When I start Zookeeper, I see the following output in the Kerby console:

INFO: The preauth data is empty. Oct 26, 2017 12:37:47 PM org.apache.kerby.kerberos.kerb.server.KdcHandler handleRecoverableException INFO: KRB error occurred while processing request:Additional pre-authentication required Oct 26, 2017 12:37:48 PM org.apache.kerby.kerberos.kerb.server.request.AsRequest issueTicket INFO: AS_REQ ISSUE: authtime 1509017868123,zookeeper/localhost@kafka.apache.org for krbtgt/kafka.apache.org@kafka.apache.org

and in the Zookeeper console:

Client Principal = zookeeper/localhost@kafka.apache.org Server Principal = krbtgt/kafka.apache.org@kafka.apache.org Session Key = EncryptionKey: keyType=17 keyBytes (hex dump)= 0000: AD 3B F2 15 82 50 86 20 23 ED 9F 29 82 69 9B C8 .;...P. #..).i..

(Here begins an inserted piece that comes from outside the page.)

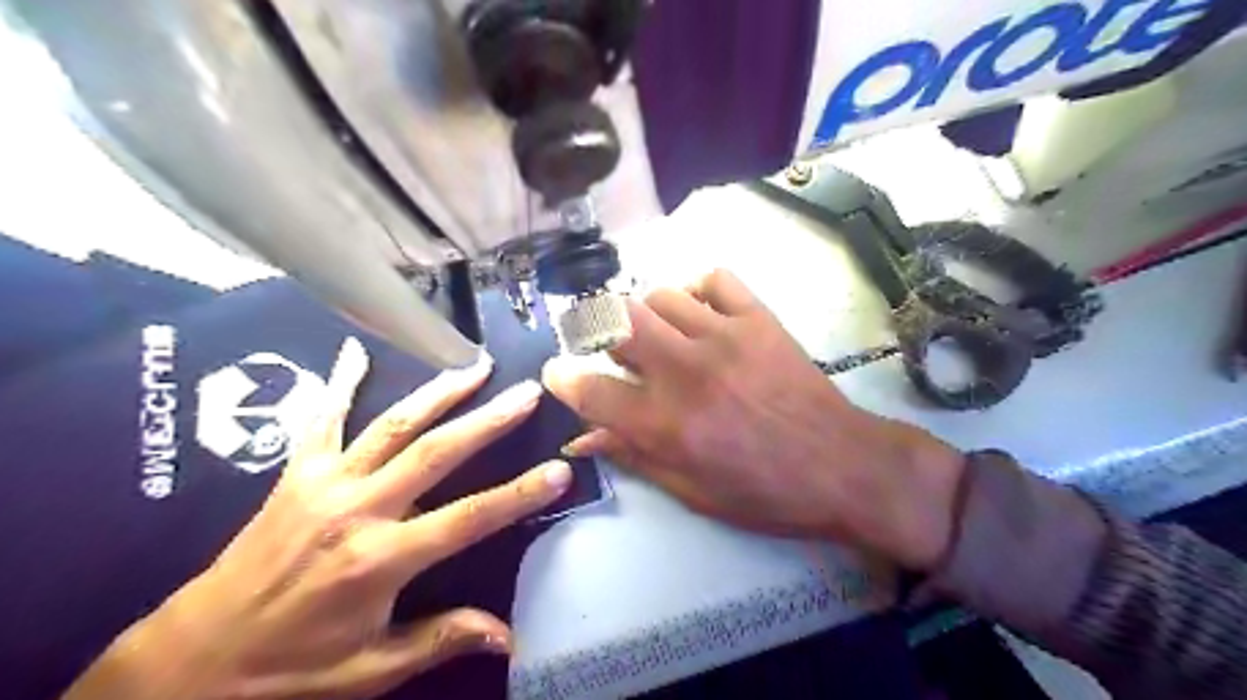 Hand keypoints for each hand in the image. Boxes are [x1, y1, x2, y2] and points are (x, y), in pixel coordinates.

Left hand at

Forwardable Ticket false Forwarded Ticket false Proxiable Ticket false Proxy Ticket false Postdated Ticket false Renewable Ticket false Initial Ticket false Auth Time = Thu Oct 26 12:37:48 IST 2017 Start Time = Thu Oct 26 12:37:48 IST 2017 End Time = Fri Oct 27 12:37:48 IST 2017 Renew Till = null Client Addresses Null . (org.apache.zookeeper.Login) [2017-10-26 12:37:48,155] INFO TGT valid starting at: Thu Oct 26 12:37:48 IST 2017 (org.apache.zookeeper.Login) [2017-10-26 12:37:48,155] INFO TGT expires: Fri Oct 27 12:37:48 IST 2017 (org.apache.zookeeper.Login)

Are you sure that you see no output from Zookeeper as per above?

natedogs911 commented 7 years ago

Thank you, I found the error in my zookeeper client configuration. I had been over the config 4-5 times to verify I had everything correct, however I had missed the krb5.conf variable for zookeeper was pointing to the wrong directory.

now its just to testing the client configuration at application level.